◆ **Aim of the exercise**
Keep the pictures out, please, and set down every record exactly.

====== Input data

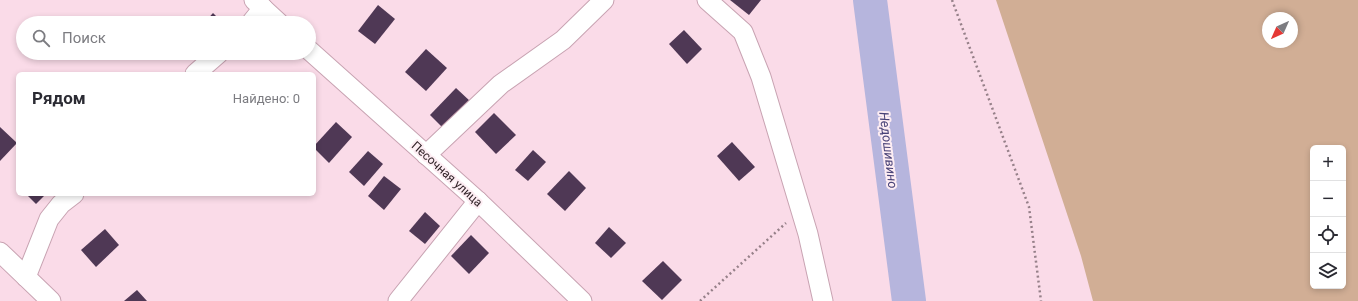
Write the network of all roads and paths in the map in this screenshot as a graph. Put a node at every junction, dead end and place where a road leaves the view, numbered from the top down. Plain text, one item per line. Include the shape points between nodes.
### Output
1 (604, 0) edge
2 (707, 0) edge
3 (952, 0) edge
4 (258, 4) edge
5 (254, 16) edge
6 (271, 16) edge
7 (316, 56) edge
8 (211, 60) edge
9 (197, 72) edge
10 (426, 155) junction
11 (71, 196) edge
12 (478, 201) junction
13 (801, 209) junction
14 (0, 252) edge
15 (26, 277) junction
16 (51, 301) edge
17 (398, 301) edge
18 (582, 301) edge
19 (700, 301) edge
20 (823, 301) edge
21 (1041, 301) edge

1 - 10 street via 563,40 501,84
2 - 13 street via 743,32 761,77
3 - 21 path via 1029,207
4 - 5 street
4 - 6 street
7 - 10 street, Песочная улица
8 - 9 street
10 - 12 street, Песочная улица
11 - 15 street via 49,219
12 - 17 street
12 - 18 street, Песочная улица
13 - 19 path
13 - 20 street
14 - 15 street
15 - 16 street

============

◆ **Answer to the exercise**
Write the network of all roads and paths in the map in this screenshot as a graph. Put a node at every junction, dead end and place where a road leaves the view, numbered from the top down. Plain text, one item per line. Include the shape points between nodes.
### Output
1 (604, 0) edge
2 (707, 0) edge
3 (952, 0) edge
4 (258, 4) edge
5 (254, 16) edge
6 (271, 16) edge
7 (316, 56) edge
8 (211, 60) edge
9 (197, 72) edge
10 (426, 155) junction
11 (71, 196) edge
12 (478, 201) junction
13 (801, 209) junction
14 (0, 252) edge
15 (26, 277) junction
16 (51, 301) edge
17 (398, 301) edge
18 (582, 301) edge
19 (700, 301) edge
20 (823, 301) edge
21 (1041, 301) edge

1 - 10 street via 563,40 501,84
2 - 13 street via 743,32 761,77
3 - 21 path via 1029,207
4 - 5 street
4 - 6 street
7 - 10 street, Песочная улица
8 - 9 street
10 - 12 street, Песочная улица
11 - 15 street via 49,219
12 - 17 street
12 - 18 street, Песочная улица
13 - 19 path
13 - 20 street
14 - 15 street
15 - 16 street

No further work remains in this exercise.